What I gathered from the post was that one of the investigations was to ask what was on [some page url] and then check the logs moments later and saw it using a normal user agent.
You can just point it at a webserver and ask it a question like "Summarize the content at [URL]" with a sufficiently unique URL that no one would hit, maybe with an UUID. This is also explored on the very article itself.
In my testing they're using crawlers on AWS and they do not parse Javascript or CSS, so it is sufficient to serve some kind of interstitial challenge page like the one on Cloudflare, or you can build your own.
> Is it actually retrieving the page on the fly though?
They are able to do so.
> How do you know this?
The access logs.
> Even if it were - it’s not supposed to be able to.
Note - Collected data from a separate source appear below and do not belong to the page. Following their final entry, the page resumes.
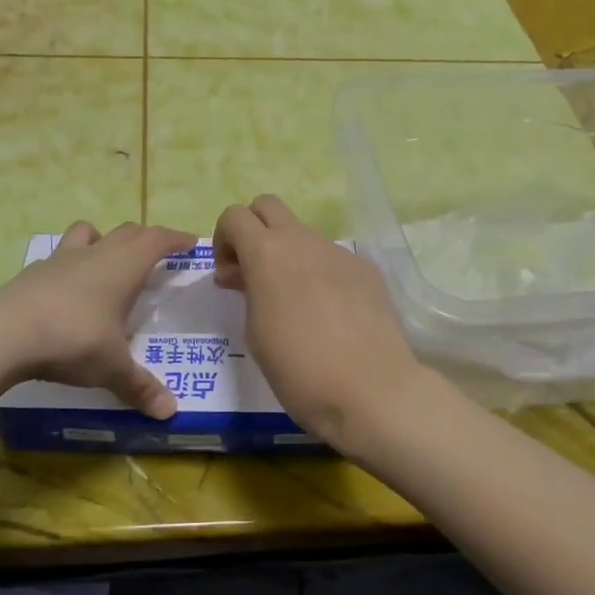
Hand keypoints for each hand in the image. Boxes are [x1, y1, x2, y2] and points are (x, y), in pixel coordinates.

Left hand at [0, 220, 195, 418]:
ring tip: (107, 259)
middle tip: (157, 253)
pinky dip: (70, 264)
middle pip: (127, 231)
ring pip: (88, 233)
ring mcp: (61, 259)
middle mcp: (96, 254)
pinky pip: (59, 256)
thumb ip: (140, 386)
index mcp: (124, 267)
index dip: (175, 238)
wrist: (5, 332)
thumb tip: (169, 412)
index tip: (190, 242)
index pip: (157, 239)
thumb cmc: (74, 339)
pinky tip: (67, 288)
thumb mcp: (112, 368)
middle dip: (145, 238)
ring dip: (103, 239)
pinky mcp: (33, 272)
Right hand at [212, 195, 422, 449]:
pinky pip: (331, 258)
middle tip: (254, 273)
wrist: (371, 389)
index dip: (223, 240)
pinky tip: (329, 314)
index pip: (234, 215)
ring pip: (303, 234)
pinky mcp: (365, 269)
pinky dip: (319, 273)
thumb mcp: (254, 331)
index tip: (229, 277)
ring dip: (288, 254)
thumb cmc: (298, 368)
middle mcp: (303, 241)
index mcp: (267, 253)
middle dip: (253, 230)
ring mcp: (338, 252)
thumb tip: (246, 276)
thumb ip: (247, 291)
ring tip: (294, 301)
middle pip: (268, 206)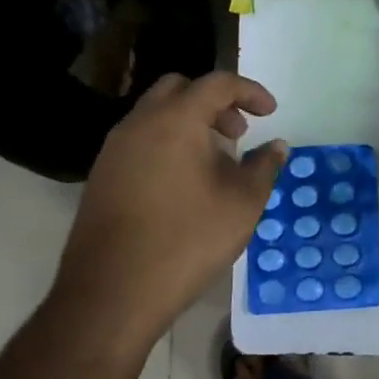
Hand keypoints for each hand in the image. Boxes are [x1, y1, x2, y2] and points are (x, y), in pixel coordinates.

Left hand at [52, 72, 287, 350]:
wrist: (111, 294)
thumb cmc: (186, 241)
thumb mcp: (242, 204)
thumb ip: (264, 167)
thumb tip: (276, 146)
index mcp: (176, 120)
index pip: (217, 84)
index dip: (250, 92)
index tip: (270, 112)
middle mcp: (140, 123)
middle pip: (180, 89)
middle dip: (214, 102)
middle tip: (238, 133)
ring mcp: (115, 149)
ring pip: (156, 114)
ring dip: (189, 123)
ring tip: (215, 161)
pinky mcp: (102, 176)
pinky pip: (140, 140)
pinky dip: (167, 143)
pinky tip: (184, 184)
There is a distinction from data used to train a model, which is the indexing bot with the custom user-agent string, and the user-query input given to the aforementioned AI model. When you ask an AI some question, you normally input text into a form, and the text goes back to the AI model where the magic happens. In this scenario, instead of inputting a wall text into a form, the text is coming from a url.
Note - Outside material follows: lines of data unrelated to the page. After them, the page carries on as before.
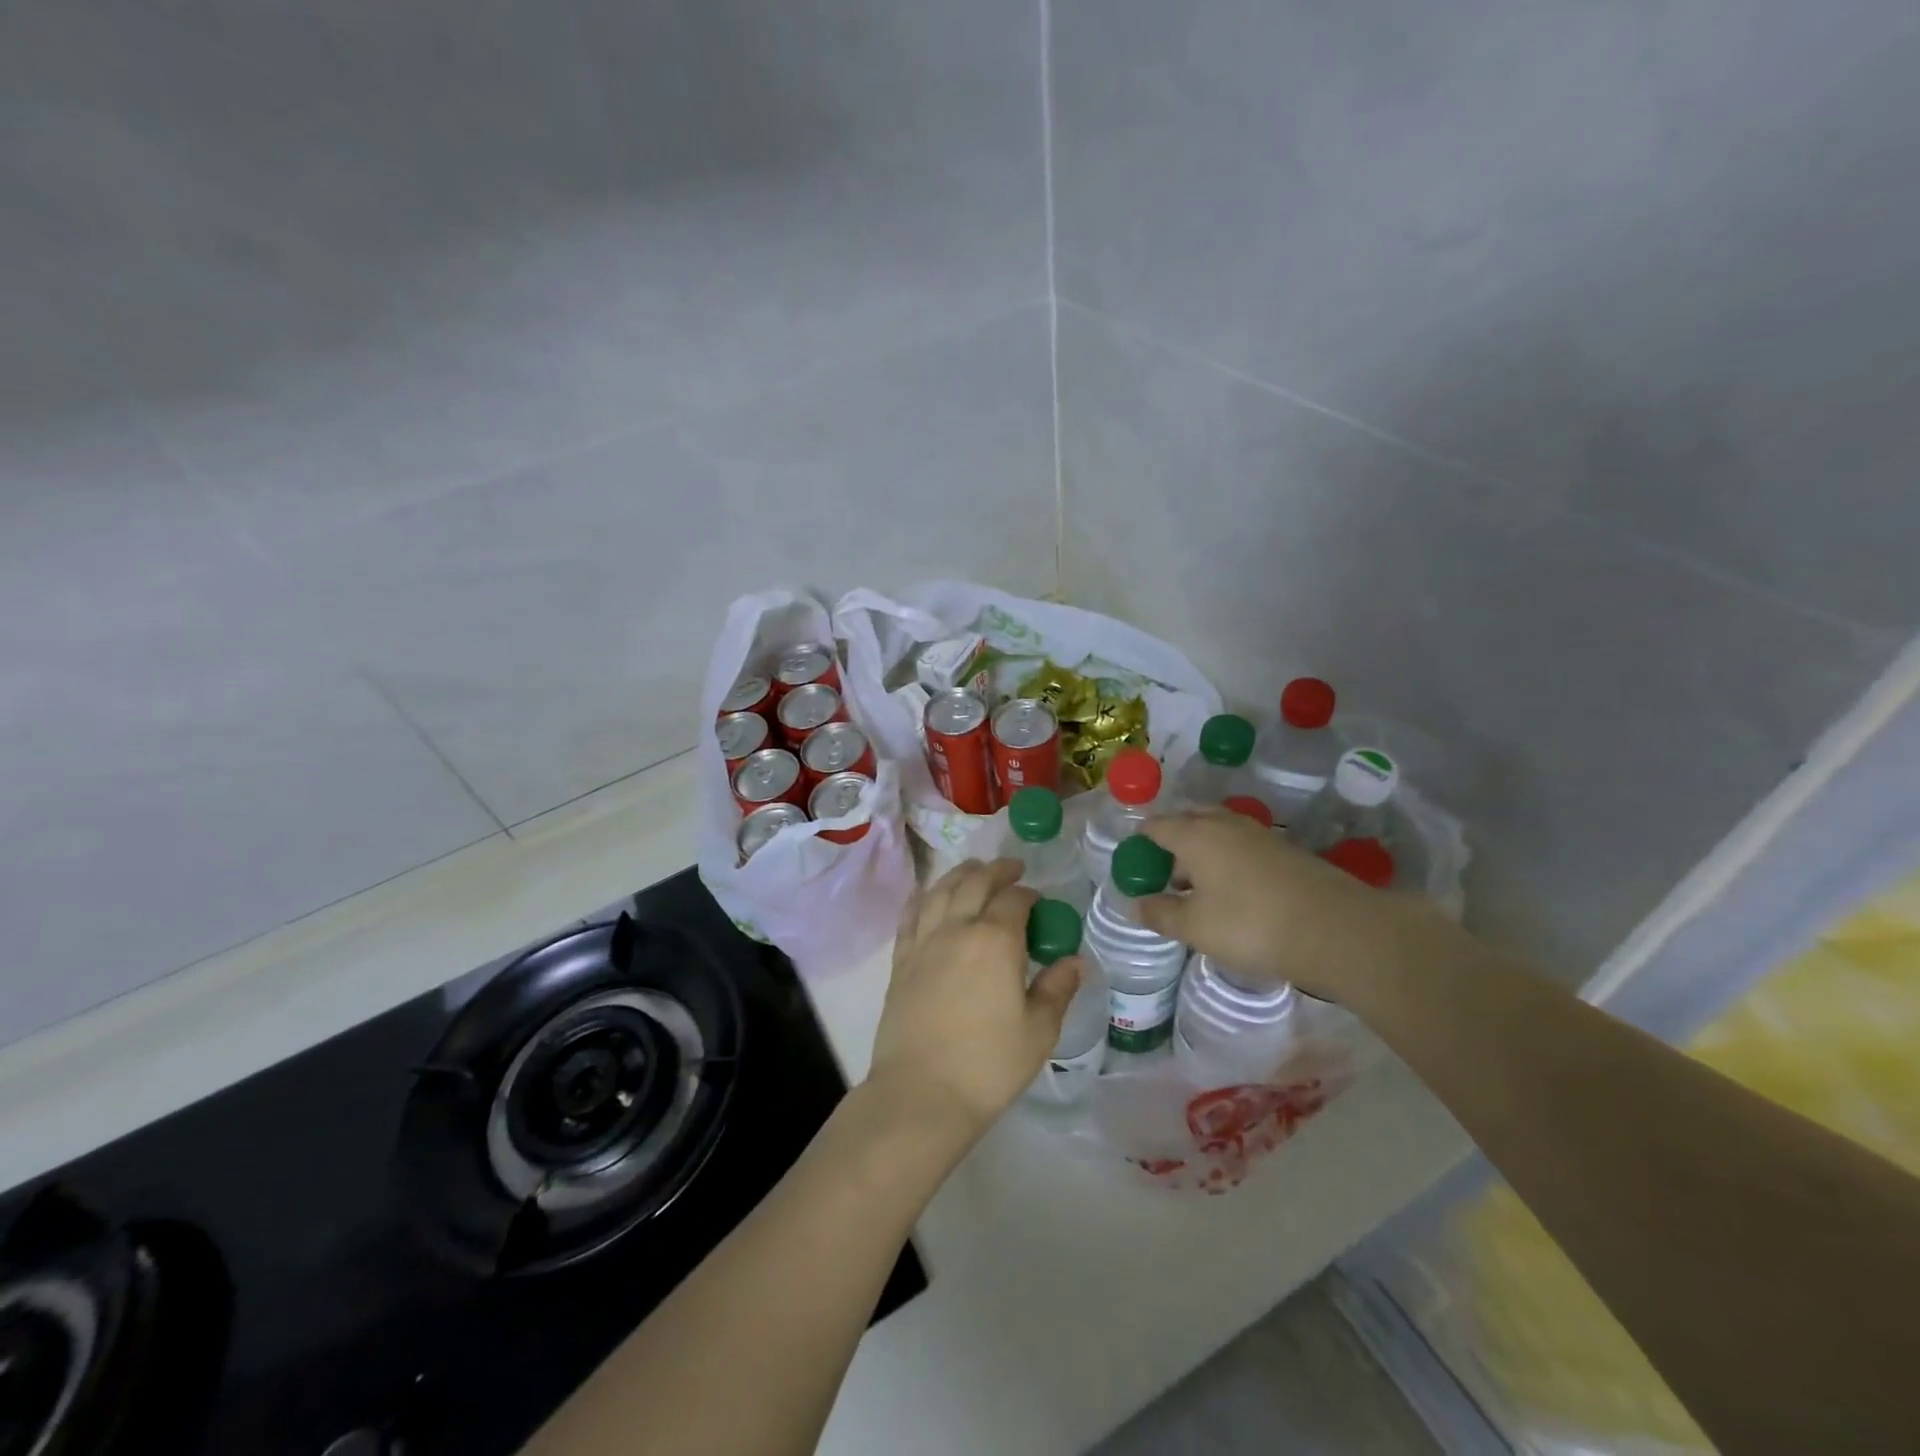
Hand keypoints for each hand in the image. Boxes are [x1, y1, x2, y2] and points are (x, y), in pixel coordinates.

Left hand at [867, 859, 1082, 1141]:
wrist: (921, 1093)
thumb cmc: (988, 1065)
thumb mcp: (1038, 1032)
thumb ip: (1057, 990)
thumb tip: (1074, 961)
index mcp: (995, 941)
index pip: (1014, 900)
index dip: (1028, 893)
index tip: (1038, 899)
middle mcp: (957, 929)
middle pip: (975, 883)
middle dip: (996, 871)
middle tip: (1011, 869)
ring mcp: (924, 941)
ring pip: (940, 890)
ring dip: (960, 874)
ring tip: (973, 870)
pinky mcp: (901, 960)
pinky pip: (911, 914)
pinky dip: (925, 896)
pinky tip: (930, 896)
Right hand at [1138, 809, 1440, 1002]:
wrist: (1337, 930)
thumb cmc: (1251, 925)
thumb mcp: (1195, 927)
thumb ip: (1160, 913)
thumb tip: (1135, 904)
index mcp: (1195, 834)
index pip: (1155, 826)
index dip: (1139, 845)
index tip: (1133, 870)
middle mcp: (1225, 824)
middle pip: (1187, 821)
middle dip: (1170, 843)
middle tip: (1163, 876)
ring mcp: (1259, 835)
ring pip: (1217, 832)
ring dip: (1200, 852)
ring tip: (1195, 888)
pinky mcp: (1285, 851)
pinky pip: (1240, 846)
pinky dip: (1226, 861)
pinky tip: (1231, 892)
These forms of user input are equivilent, and yet distinctly different. Therefore it's intelectually dishonest for the OP to claim the AI is indexing them, when OP is asking the AI to fetch their website to augment or add context to the question being asked.
To steel man this, even though I think the article did a fine job already, maybe the author could’ve changed the content on the page so you would know if they were serving a cached response.
Author here. The page I asked it to summarize was posted after I implemented all blocking on the server (and robots.txt). So they should not have had any cached data.